[Input for this task Boundary: Start]

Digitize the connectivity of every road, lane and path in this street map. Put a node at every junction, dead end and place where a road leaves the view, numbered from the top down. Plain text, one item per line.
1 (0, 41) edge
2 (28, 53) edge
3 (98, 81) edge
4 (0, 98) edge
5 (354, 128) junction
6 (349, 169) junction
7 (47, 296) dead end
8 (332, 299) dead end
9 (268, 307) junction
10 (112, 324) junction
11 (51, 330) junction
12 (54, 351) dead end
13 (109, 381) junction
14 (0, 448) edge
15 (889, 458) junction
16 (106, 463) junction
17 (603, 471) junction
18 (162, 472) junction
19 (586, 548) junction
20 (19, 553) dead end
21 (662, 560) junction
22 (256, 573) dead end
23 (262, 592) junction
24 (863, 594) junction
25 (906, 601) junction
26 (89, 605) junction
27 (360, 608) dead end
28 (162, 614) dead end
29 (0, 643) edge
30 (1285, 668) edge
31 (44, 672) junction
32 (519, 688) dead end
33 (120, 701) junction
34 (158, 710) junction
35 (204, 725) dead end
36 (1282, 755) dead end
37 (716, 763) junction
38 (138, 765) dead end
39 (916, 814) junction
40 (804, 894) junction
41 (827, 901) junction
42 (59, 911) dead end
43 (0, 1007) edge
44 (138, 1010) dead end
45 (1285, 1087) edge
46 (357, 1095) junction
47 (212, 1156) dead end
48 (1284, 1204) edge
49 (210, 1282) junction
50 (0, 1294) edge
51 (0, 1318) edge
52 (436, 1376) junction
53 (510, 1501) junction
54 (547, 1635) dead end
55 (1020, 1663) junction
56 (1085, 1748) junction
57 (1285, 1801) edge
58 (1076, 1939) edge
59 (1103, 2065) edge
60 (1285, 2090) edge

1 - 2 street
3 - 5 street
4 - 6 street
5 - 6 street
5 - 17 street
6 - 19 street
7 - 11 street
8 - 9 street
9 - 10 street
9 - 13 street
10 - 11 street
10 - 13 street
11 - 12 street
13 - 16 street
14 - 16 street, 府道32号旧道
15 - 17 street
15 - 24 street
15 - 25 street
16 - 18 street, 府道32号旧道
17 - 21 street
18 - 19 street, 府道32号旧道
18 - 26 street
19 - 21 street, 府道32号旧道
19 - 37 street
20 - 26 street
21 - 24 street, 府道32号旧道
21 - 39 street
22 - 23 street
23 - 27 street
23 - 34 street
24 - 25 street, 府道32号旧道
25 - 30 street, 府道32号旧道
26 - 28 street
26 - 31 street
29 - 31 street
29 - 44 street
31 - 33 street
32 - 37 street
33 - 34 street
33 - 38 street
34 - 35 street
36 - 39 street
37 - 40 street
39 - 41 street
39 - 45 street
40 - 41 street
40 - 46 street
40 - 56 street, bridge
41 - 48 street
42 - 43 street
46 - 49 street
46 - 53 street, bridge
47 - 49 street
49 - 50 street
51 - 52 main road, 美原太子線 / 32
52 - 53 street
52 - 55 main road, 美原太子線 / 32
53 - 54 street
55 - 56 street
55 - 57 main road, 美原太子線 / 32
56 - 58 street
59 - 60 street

[Input for this task Boundary: End]

Task description.
Where a line in the records above includes the string "road", show it.

Result below.
Digitize the connectivity of every road, lane and path in this street map. Put a node at every junction, dead end and place where a road leaves the view, numbered from the top down. Plain text, one item per line.
51 - 52 main road, 美原太子線 / 32
52 - 55 main road, 美原太子線 / 32
55 - 57 main road, 美原太子線 / 32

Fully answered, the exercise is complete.